## DATA RECORDS
:::::

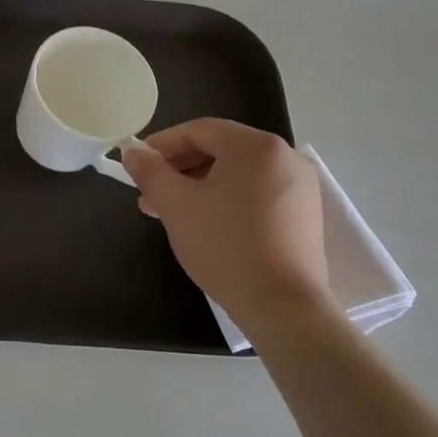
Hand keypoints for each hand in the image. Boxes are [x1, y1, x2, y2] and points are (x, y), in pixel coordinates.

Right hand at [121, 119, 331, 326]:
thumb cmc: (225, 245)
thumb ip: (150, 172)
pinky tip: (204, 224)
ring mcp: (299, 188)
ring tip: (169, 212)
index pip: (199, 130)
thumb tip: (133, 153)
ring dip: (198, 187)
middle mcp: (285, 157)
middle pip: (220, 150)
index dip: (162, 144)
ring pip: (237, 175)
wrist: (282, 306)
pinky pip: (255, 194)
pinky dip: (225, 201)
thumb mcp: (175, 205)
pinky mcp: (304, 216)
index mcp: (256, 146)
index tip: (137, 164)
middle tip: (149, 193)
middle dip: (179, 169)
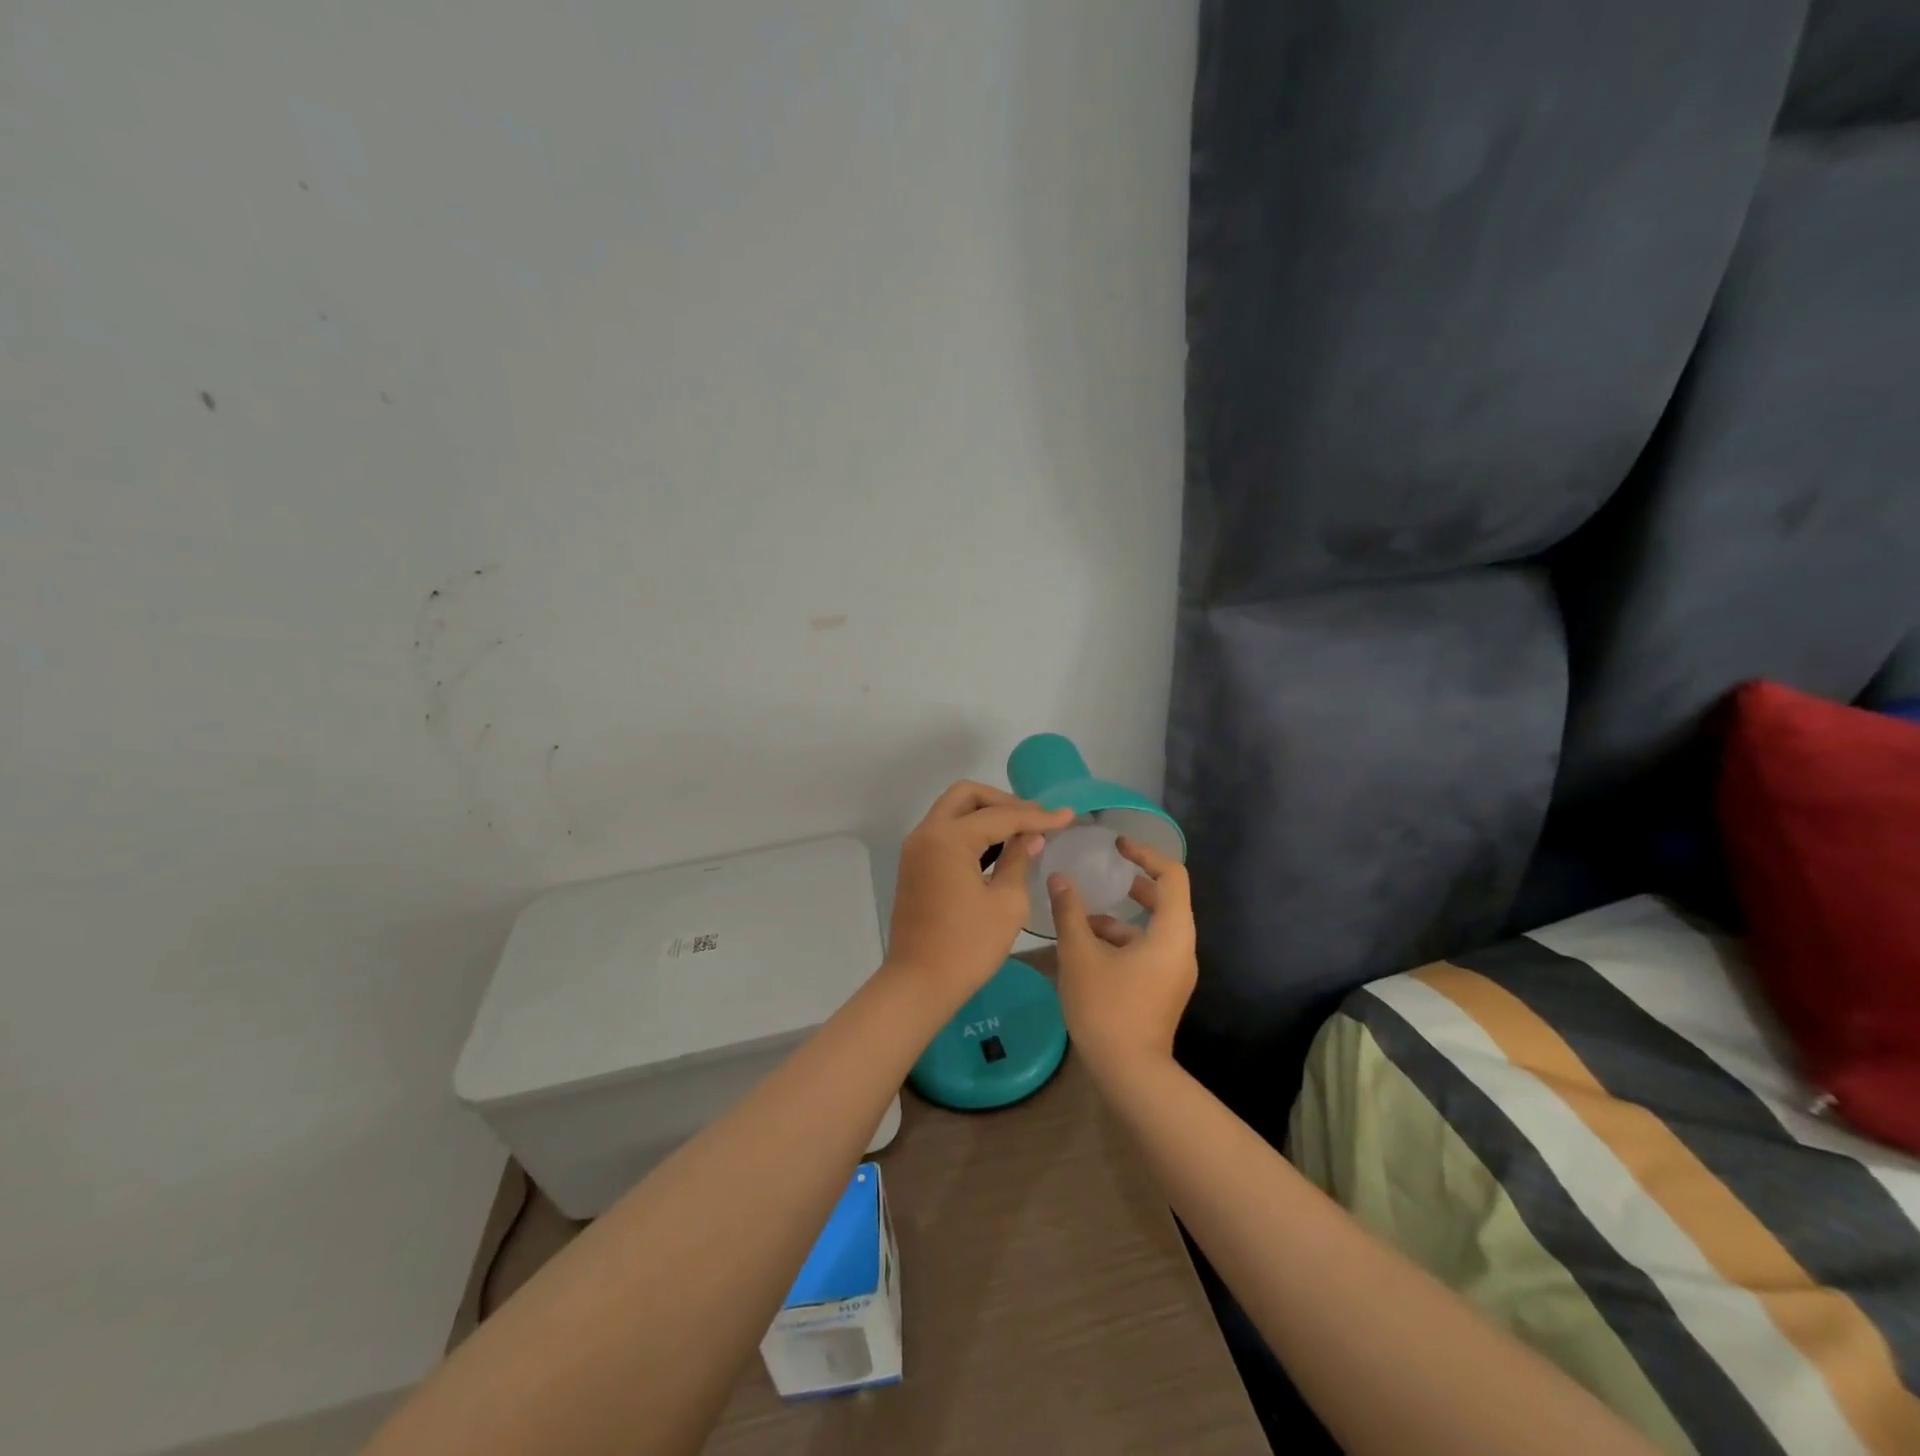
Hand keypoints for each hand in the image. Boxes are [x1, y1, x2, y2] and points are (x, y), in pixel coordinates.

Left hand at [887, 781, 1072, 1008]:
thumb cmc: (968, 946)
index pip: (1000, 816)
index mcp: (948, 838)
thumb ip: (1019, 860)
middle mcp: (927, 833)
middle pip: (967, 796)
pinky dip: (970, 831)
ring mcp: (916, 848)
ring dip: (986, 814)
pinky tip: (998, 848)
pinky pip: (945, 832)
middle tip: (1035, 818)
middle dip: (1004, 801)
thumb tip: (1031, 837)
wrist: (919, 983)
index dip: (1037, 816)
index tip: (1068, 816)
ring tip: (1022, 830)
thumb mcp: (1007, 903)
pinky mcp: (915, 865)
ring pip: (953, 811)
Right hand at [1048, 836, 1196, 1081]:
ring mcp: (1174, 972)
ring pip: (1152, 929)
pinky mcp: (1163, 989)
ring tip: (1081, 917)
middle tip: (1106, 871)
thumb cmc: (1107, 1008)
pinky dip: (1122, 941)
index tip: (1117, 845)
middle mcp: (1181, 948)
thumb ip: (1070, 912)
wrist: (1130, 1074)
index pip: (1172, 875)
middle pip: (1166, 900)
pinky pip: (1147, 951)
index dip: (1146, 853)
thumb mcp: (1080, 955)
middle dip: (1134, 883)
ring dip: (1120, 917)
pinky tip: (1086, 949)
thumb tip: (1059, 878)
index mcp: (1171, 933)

:::::

## WHAT YOU ARE ASKED TO DO
In the material above, which lines contain "ring"? Copy each of them.

## EXPECTED ANSWER
ring mcp: (299, 188)
ring tip: (169, 212)
ring dip: (198, 187)
ring pip: (237, 175)
ring mcp: (916, 848)
ring dip: (986, 814)
ring tip: (1022, 830)
ring pip: (953, 811)
ring mcp: (1174, 972)
ring pip: (1152, 929)
ring tip: (1081, 917)
ring dip: (1120, 917)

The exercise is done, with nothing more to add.